Purgatory is a doctrine that's been ridiculed by Protestants and almost totally forgotten by many Catholics. With the erroneous idea that "all men are saved" being held by many Catholics, people don't think their loved ones — if they even died in the state of grace — may be suffering in Purgatory.
There are three sure things in every one of our lives: death, judgment, Heaven or Hell. Theologians call this the "eschaton" — the last things. We will all die, be judged by God on our actions, and go either to Heaven or to Hell, depending on how we lived our lives on earth.
Those who die with even one mortal sin unrepented of on their souls will forever reside in Hell with Lucifer and the other reprobate souls.

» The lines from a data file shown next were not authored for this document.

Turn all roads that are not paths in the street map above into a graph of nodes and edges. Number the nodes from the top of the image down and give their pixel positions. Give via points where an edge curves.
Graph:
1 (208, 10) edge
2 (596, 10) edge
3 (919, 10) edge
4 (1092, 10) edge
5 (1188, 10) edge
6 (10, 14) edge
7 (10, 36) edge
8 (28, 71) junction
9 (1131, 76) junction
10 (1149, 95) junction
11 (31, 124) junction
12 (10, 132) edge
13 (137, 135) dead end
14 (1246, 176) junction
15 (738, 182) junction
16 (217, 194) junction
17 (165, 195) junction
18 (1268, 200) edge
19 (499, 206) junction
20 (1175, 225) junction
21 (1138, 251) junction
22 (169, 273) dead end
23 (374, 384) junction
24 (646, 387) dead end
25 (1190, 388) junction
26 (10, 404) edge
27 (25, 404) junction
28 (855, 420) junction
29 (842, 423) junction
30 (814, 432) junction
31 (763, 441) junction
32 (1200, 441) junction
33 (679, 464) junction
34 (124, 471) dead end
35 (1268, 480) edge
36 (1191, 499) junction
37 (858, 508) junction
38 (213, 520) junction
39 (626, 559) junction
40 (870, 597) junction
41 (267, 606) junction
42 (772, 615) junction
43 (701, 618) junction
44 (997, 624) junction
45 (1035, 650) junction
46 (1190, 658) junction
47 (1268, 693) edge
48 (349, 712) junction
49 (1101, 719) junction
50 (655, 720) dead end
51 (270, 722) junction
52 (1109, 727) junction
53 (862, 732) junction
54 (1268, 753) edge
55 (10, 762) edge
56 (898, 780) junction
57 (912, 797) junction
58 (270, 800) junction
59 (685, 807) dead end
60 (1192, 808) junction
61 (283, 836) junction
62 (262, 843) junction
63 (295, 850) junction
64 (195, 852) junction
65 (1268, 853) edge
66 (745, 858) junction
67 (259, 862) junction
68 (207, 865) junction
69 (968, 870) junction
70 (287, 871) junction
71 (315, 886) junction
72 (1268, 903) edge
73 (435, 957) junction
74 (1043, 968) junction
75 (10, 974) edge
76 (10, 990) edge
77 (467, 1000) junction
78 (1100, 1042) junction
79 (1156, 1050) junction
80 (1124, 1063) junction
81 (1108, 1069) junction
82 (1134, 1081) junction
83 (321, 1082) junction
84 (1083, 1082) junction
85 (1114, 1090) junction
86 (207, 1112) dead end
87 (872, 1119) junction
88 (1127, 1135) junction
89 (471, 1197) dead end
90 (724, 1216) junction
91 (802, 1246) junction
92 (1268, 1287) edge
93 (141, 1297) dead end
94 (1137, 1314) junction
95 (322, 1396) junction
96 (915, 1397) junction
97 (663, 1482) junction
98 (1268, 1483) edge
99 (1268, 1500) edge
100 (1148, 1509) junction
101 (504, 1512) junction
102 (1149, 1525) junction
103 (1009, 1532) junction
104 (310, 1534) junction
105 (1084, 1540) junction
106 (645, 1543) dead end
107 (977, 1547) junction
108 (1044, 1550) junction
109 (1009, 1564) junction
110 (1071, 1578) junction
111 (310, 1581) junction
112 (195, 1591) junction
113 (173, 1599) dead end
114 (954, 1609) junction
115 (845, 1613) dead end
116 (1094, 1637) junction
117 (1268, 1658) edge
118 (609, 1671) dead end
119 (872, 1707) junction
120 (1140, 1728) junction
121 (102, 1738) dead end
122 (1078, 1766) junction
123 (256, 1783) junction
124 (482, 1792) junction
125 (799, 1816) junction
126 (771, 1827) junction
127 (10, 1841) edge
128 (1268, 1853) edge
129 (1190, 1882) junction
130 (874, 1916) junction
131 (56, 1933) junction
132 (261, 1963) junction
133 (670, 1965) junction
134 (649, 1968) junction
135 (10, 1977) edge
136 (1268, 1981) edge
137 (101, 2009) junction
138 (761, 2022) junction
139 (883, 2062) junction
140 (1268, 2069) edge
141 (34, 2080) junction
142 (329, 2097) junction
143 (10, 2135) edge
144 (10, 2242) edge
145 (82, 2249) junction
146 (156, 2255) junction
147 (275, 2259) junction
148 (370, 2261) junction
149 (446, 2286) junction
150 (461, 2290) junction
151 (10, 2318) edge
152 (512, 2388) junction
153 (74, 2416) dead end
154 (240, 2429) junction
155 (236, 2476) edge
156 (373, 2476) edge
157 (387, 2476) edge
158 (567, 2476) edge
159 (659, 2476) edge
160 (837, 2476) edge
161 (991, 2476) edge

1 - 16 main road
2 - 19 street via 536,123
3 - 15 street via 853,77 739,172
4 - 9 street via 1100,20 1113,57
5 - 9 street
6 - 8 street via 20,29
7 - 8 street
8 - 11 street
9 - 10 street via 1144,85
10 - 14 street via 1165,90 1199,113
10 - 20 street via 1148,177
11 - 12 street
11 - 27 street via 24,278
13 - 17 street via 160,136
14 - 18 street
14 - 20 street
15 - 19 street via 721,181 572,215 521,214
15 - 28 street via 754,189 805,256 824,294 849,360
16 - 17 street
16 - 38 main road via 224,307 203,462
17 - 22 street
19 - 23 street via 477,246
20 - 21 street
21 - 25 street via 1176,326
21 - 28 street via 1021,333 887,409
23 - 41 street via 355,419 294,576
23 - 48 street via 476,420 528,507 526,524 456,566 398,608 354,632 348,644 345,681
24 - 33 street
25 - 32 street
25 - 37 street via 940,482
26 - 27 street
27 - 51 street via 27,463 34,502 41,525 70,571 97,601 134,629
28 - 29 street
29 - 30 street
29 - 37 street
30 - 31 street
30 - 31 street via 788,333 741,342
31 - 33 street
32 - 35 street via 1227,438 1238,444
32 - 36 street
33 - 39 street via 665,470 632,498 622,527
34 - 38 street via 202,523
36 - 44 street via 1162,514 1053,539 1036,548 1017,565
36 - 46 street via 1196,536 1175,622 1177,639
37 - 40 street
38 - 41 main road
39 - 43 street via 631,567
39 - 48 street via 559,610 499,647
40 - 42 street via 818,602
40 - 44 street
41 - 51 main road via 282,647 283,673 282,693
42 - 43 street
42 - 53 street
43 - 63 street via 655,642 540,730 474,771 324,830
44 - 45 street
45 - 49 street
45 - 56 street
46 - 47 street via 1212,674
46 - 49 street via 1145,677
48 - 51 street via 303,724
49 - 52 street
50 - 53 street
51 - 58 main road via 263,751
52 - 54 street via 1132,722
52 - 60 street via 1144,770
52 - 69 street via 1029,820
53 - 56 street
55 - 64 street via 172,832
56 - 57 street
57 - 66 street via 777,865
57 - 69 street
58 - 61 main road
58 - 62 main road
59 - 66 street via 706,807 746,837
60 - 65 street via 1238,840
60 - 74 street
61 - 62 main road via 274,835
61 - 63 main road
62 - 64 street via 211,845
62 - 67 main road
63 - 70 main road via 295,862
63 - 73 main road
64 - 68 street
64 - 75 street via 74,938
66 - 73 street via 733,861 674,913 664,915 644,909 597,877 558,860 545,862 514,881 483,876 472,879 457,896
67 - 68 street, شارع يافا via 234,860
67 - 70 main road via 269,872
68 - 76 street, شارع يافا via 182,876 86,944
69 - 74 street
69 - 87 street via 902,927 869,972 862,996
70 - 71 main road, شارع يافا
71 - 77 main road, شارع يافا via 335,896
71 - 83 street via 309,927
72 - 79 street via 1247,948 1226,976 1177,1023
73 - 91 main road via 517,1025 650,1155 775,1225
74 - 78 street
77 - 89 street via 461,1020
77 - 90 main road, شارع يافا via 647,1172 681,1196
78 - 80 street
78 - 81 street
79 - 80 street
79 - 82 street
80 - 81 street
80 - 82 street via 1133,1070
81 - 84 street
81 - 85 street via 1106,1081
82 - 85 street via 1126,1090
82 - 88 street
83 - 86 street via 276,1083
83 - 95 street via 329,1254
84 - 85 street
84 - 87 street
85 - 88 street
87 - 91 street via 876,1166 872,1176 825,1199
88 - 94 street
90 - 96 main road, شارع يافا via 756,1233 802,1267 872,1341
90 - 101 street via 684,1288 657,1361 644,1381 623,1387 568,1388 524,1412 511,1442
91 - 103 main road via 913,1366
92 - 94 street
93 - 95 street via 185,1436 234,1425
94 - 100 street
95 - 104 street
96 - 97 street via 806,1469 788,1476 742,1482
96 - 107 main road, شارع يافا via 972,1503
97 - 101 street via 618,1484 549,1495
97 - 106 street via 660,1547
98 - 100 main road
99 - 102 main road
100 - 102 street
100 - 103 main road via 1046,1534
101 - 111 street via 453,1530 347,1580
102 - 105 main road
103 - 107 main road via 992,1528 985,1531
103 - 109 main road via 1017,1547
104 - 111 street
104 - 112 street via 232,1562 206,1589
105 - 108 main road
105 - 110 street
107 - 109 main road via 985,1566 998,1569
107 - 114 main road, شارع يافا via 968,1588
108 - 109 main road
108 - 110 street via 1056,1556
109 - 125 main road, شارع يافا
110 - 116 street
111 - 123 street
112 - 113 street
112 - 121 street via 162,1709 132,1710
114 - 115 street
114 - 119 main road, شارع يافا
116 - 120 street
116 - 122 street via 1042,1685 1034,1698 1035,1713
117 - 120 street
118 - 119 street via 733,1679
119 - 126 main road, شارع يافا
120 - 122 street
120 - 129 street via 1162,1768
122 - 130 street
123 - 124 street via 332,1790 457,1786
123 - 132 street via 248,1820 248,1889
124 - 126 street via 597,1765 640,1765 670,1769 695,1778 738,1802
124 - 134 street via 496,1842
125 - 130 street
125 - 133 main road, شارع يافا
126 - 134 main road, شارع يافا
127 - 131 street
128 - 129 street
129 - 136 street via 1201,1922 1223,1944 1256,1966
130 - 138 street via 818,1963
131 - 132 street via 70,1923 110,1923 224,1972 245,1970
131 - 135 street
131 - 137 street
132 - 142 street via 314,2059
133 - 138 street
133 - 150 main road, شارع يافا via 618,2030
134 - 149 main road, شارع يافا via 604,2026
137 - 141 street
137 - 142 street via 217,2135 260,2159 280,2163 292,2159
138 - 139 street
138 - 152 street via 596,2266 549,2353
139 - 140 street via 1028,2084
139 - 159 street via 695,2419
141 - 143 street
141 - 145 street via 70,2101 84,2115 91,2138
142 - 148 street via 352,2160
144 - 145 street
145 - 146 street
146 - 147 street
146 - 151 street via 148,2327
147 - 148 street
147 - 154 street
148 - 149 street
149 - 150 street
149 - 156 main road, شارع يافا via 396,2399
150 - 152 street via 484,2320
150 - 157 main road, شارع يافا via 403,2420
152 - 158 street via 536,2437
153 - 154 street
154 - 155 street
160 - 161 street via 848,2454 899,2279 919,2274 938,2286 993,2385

Their sentence will be final and irrevocable.
Those who die in the state of grace, with the presence of the Holy Trinity in their souls, will not be condemned to eternal suffering, but in order for them to attain Heaven they must be perfect, with no stain of sin on their souls. Our Lord said, "You therefore are to be perfect, even as your heavenly Father is perfect" (Matt. 5:48).

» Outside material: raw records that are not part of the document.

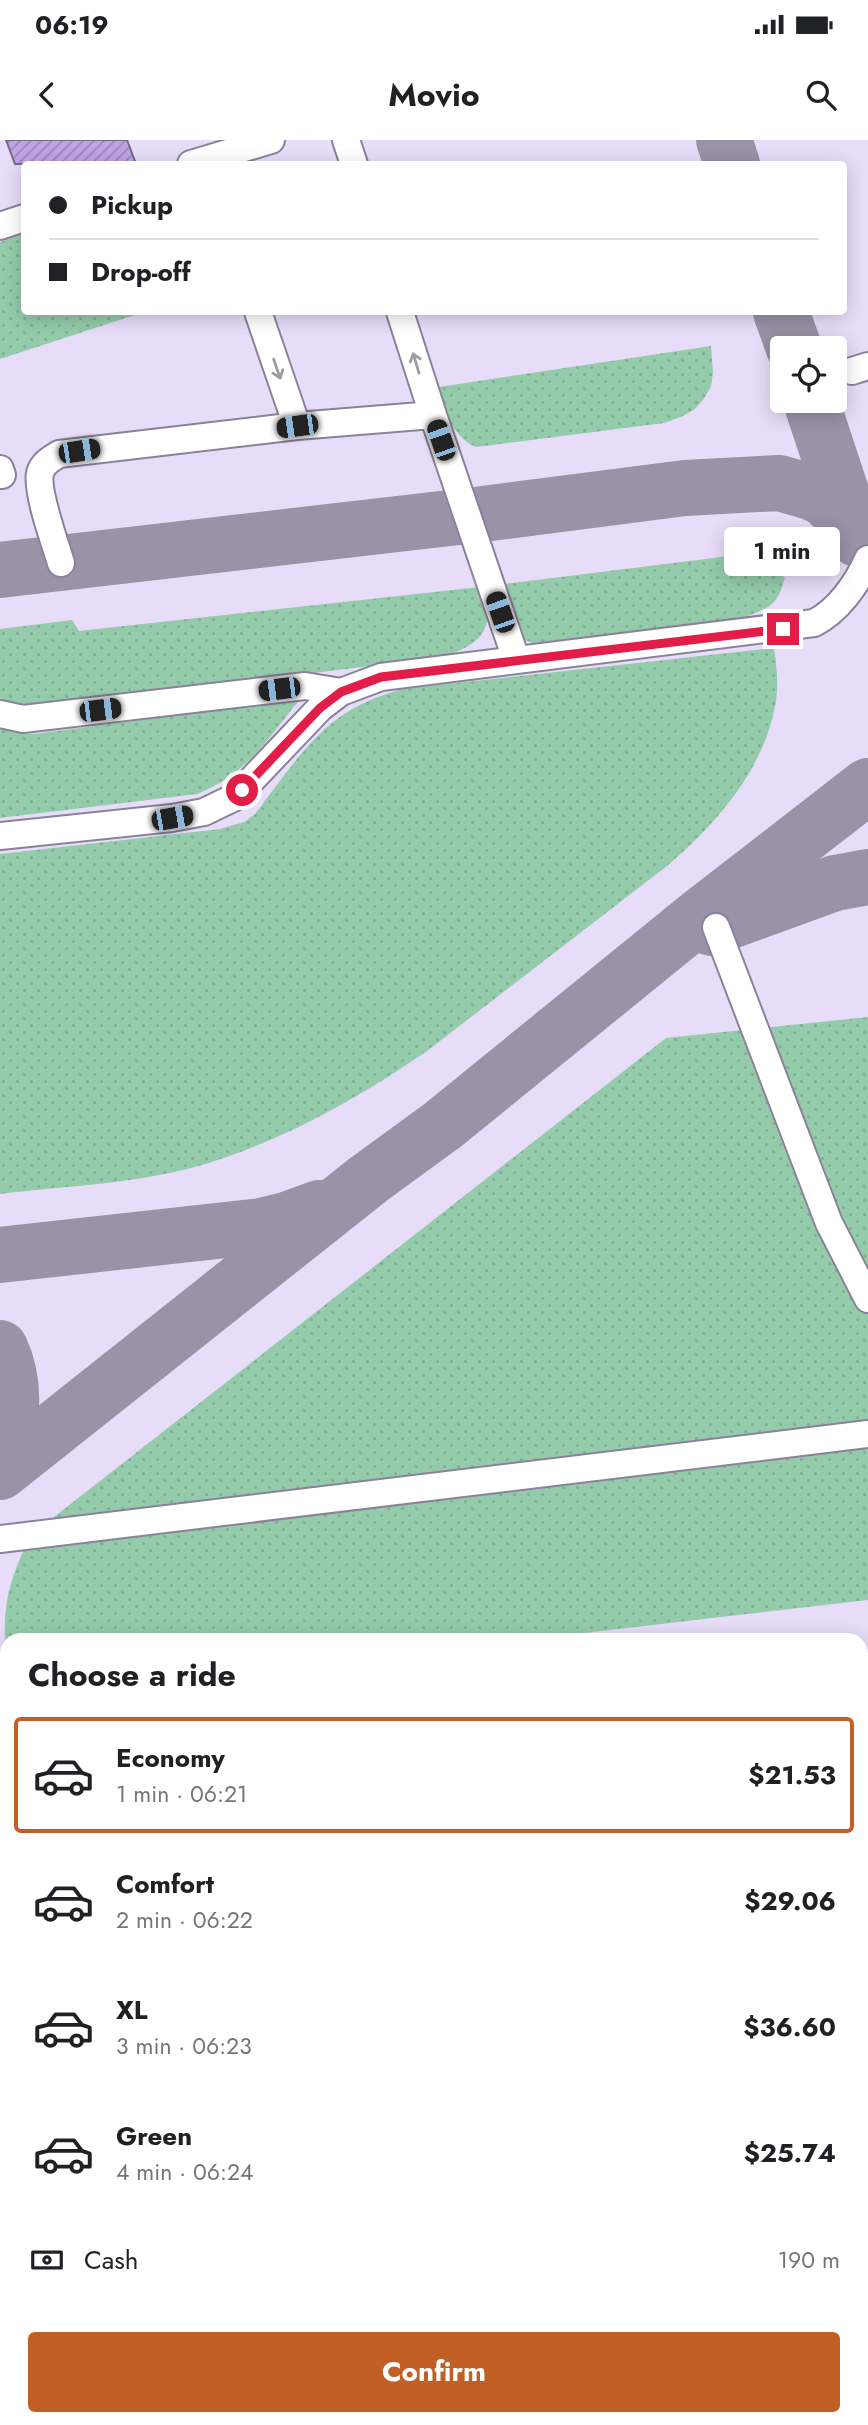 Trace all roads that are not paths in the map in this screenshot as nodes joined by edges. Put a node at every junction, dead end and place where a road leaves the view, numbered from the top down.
1 (271, 140) edge
2 (346, 140) edge
3 (237, 151) edge
4 (202, 161) edge
5 (353, 161) edge
6 (21, 219) edge
7 (0, 226) edge
8 (259, 315) edge
9 (401, 315) edge
10 (433, 415) junction
11 (297, 426) junction
12 (868, 559) edge
13 (61, 563) dead end
14 (516, 659) junction
15 (341, 692) junction
16 (0, 714) edge
17 (0, 836) edge
18 (716, 926) dead end
19 (868, 1299) edge
20 (868, 1434) edge
21 (0, 1539) edge

1 - 3 lane
2 - 5 lane
3 - 4 lane
6 - 7 lane
8 -> 11 lane
10 -> 9 lane
10 - 11 lane
10 - 14 lane
11 - 13 lane
12 - 14 lane
14 - 15 lane
15 - 16 lane
15 - 17 lane
18 - 19 lane
20 - 21 lane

A soul is like a window. When we sin we're like the boy who throws a rock through the window, breaking the glass. In shame and sorrow, the boy goes to his father, confesses his transgression and obtains his father's forgiveness, but the window must still be repaired — the glass is still broken. The boy will have to do extra work around the neighborhood on top of his regular chores around the house to make enough money to buy a new piece of glass and fully repair the window.
The souls in Purgatory are like this. They lived virtuous lives on earth but they didn't atone for all their sins before they died. This will probably be the case for most people who die in the state of grace.
These souls are popularly referred to as the Poor Souls in Purgatory, and they are in a state of suffering that we can't comprehend here on earth. They suffer according to the sins for which they are atoning.
In a pious account, a poor soul communicated to a friend he would rather suffer everything the earth had to offer for a thousand years rather than a second of Purgatory. Yet with all that suffering, those souls aren't able to offer any of it for themselves — but they can offer prayers on behalf of others.
Their time and amount of suffering can be shortened or lessened only by our prayers. November 2 is the date the Church has traditionally celebrated as the feast of All Souls. It is a day for Catholics to remember the suffering souls in Purgatory. Scripture says, "It is therefore a holy and wholesome thought to pray for the dead, that they may be loosed from sins" (2 Mac. 12:46). The Church also especially designates the month of November to the Holy Souls so that the faithful might especially pray and atone for the sufferings of our brothers and sisters in Purgatory.
Saints have revealed that our sufferings on earth are worth more for us and others than if we were to suffer for them in Purgatory. The souls in Purgatory can pray for us as well, and when their purification is complete, they go to Heaven and pray for those who helped to set them free.